The Buy: Devonta Freeman || RB || Atlanta Falcons
The Why: Bang for the buck
Last season, Freeman played in all 16 games and rushed 65 times for 257 and 1 TD. He also had 30 receptions on 34 targets for 225 yards and 1 receiving TD. This production resulted in an 89.7 fantasy point season as the RB48, certainly nothing that would suggest a ‘must-have’ player on your dynasty roster. However, plenty of similar running backs have had sizable increases in production the following year of a subpar or mediocre season.
Using Rotoviz.com’s RB Similarity Scores app, this graph shows players with similar comparables to Freeman and their year over year percent (YOY%) increase in fantasy points per game (FP/G).
Brian Westbrook is an interesting comparable for Freeman, similar size running backs, both perceived as the change of pace, passing down back in their respective offenses. Westbrook was drafted in the 3rd round (91st overall) of the 2002 NFL draft. Freeman was drafted in the 4th round (103rd overall).
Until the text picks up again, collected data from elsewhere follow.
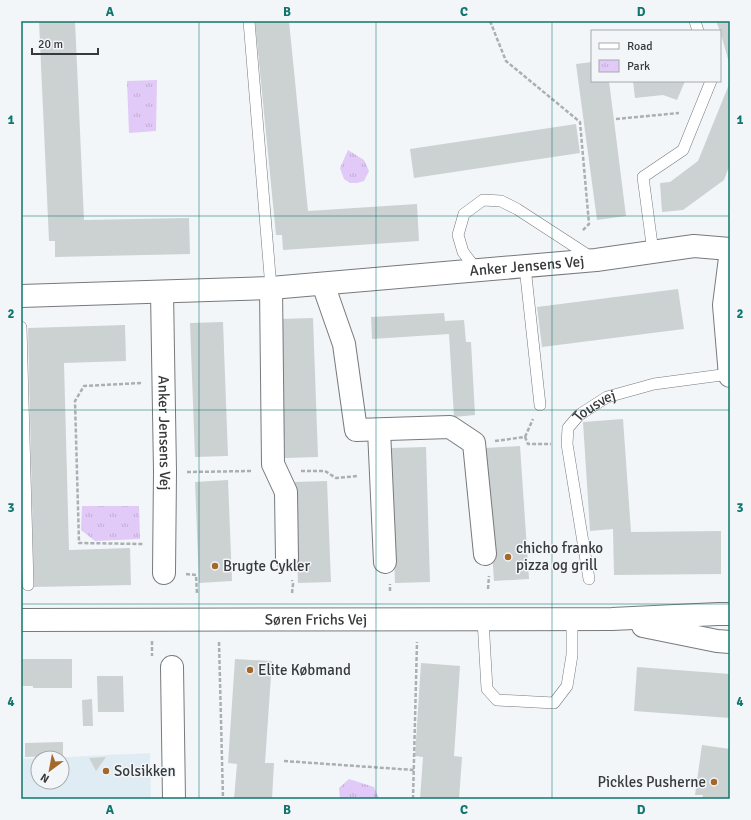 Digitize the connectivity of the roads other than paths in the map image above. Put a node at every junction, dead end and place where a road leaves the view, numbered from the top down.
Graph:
1 (249, 21) edge
2 (711, 82) edge
3 (730, 249) edge
4 (653, 252) junction
5 (730, 258) edge
6 (596, 260) junction
7 (525, 266) junction
8 (477, 270) junction
9 (323, 284) junction
10 (271, 288) junction
11 (162, 292) junction
12 (21, 296) edge
13 (21, 327) edge
14 (730, 375) edge
15 (540, 405) dead end
16 (379, 430) junction
17 (485, 554) dead end
18 (287, 559) dead end
19 (385, 562) dead end
20 (164, 573) dead end
21 (589, 579) dead end
22 (28, 585) dead end
23 (730, 614) edge
24 (21, 620) edge
25 (483, 620) junction
26 (572, 620) junction
27 (612, 620) junction
28 (730, 642) edge
29 (172, 667) road end
30 (174, 799) edge

1 - 10 lane
2 - 4 lane
3 - 4 street, Anker Jensens Vej
4 - 6 street, Anker Jensens Vej
5 - 14 street, Tousvej
6 - 7 street, Anker Jensens Vej
6 - 8 lane
7 - 8 street, Anker Jensens Vej
7 - 15 lane
8 - 9 street, Anker Jensens Vej
9 - 10 street, Anker Jensens Vej
9 - 16 street
10 - 11 street, Anker Jensens Vej
10 - 18 street
11 - 12 street, Anker Jensens Vej
11 - 20 street, Anker Jensens Vej
13 - 22 lane
14 - 21 lane, Tousvej
16 - 17 street
16 - 19 street
23 - 27 street, Søren Frichs Vej
24 - 25 street, Søren Frichs Vej
25 - 26 street, Søren Frichs Vej
25 - 26 lane
26 - 27 street, Søren Frichs Vej
27 - 28 street, Søren Frichs Vej
29 - 30 street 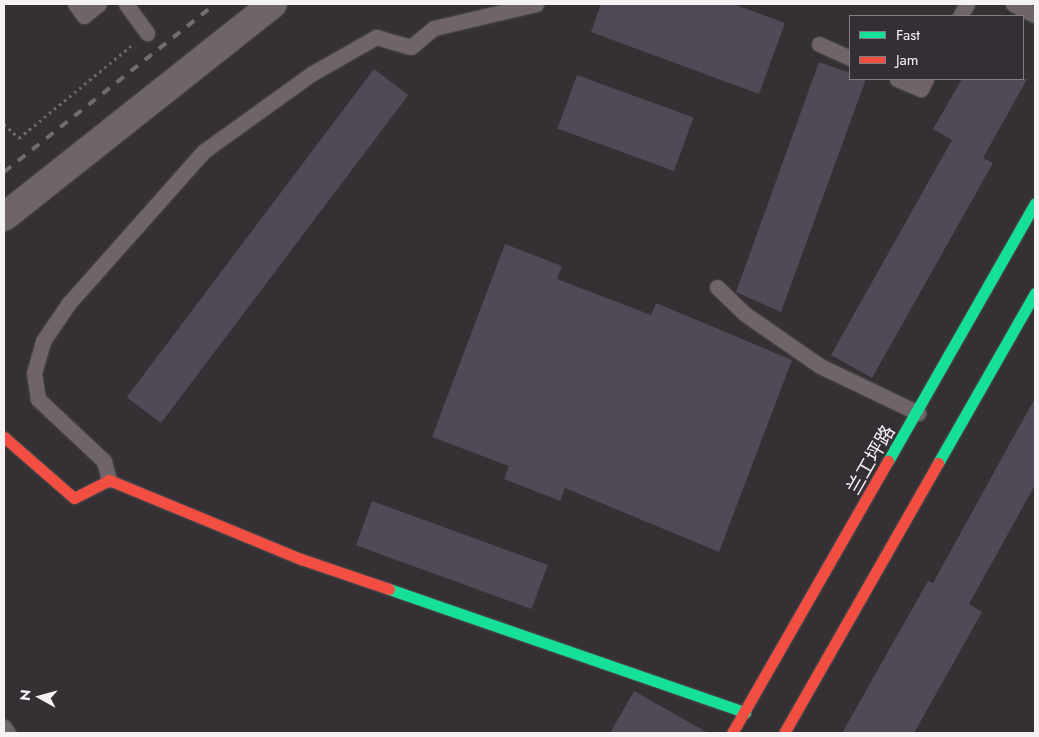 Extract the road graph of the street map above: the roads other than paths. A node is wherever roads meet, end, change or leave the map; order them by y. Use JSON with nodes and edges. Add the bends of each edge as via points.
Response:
{"nodes":[{"id":1,"x":75,"y":4,"type":"edge"},
{"id":2,"x":99,"y":4,"type":"edge"},
{"id":3,"x":126,"y":4,"type":"edge"},
{"id":4,"x":273,"y":4,"type":"edge"},
{"id":5,"x":536,"y":4,"type":"edge"},
{"id":6,"x":967,"y":4,"type":"edge"},
{"id":7,"x":1013,"y":4,"type":"edge"},
{"id":8,"x":961,"y":15,"type":"edge"},
{"id":9,"x":1035,"y":15,"type":"edge"},
{"id":10,"x":147,"y":33,"type":"road end"},
{"id":11,"x":819,"y":44,"type":"dead end"},
{"id":12,"x":849,"y":58,"type":"edge"},
{"id":13,"x":899,"y":80,"type":"edge"},
{"id":14,"x":925,"y":80,"type":"edge"},
{"id":15,"x":1035,"y":203,"type":"edge"},
{"id":16,"x":4,"y":217,"type":"edge"},
{"id":17,"x":717,"y":286,"type":"dead end"},
{"id":18,"x":1035,"y":293,"type":"edge"},
{"id":19,"x":918,"y":413,"type":"junction"},
{"id":20,"x":4,"y":437,"type":"edge"},
{"id":21,"x":109,"y":480,"type":"junction"},
{"id":22,"x":745,"y":712,"type":"junction"},
{"id":23,"x":4,"y":727,"type":"edge"},
{"id":24,"x":8,"y":733,"type":"edge"},
{"id":25,"x":732,"y":733,"type":"edge"},
{"id":26,"x":784,"y":733,"type":"edge"}],
"edges":[{"from":1,"to":2,"type":"lane","via":[[84,16]]},
{"from":3,"to":10,"type":"lane"},
{"from":4,"to":16,"type":"street"},
{"from":5,"to":21,"type":"lane","via":[[434,28],[411,47],[376,37],[310,74],[204,151],[69,303],[41,349],[34,373],[38,399],[104,461]]},
{"from":6,"to":8,"type":"lane"},
{"from":7,"to":9,"type":"lane"},
{"from":11,"to":12,"type":"lane"},
{"from":13,"to":14,"type":"lane","via":[[920,89]]},
{"from":15,"to":19,"type":"main road","name":"兰工坪路"},
{"from":17,"to":19,"type":"lane","via":[[744,314],[820,366]]},
{"from":18,"to":26,"type":"main road"},
{"from":19,"to":22,"type":"main road","name":"兰工坪路"},
{"from":20,"to":21,"type":"main road","via":[[74,498]]},
{"from":21,"to":22,"type":"main road","via":[[301,559]]},
{"from":22,"to":25,"type":"main road","name":"兰工坪路"},
{"from":23,"to":24,"type":"lane"}]}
This table shows Westbrook’s numbers the year after his 2002 season which closely matched Freeman’s 2014 season.
Comparables Season N+1
This comparable line from Westbrook would result in a 198 point season in full ppr. This would be good for RB13 in 2014.
Let’s take a look at the opportunity in front of Freeman.
Along with Jackson being cut, the back who shared the change of pace role with Freeman, Jacquizz Rodgers was not offered a contract to return. Rodgers leaves behind an almost identical amount of touches as Freeman had in 2014. Rodgers rushed 58 times for 217 yards and 1 TD, while having 29 receptions on 35 targets for 173 yards and 1 receiving TD. Not withstanding a major overhaul in the offensive volume, which could happen under the new regime. Although, some have suggested new Offensive Coordinator Kyle Shanahan may actually increase the usage of RBs as he did with previous RBs in his offenses. As a baseline, lets continue with our presumption that Freeman takes on the change of pace role and progresses to eliminate the need for a time share. If we were to combine Rodger’s and Freeman’s production from 2014 into just Freeman’s 2015 projected production, this would have been good enough for RB20 last year.
Freeman’s dynasty ADP for the past month is the RB41. I currently rank Freeman as the RB26 in dynasty and believe Freeman’s adp of RB41 provides great value.
In summary, if the Falcons offensive volume is similar for that backup/change of pace role and Freeman can fill it on his own. He should be able to provide RB20-RB25 production. Multiple beat writers believe that the Falcons will give Freeman every opportunity to take on some of the lead back carries, only increasing his potential production.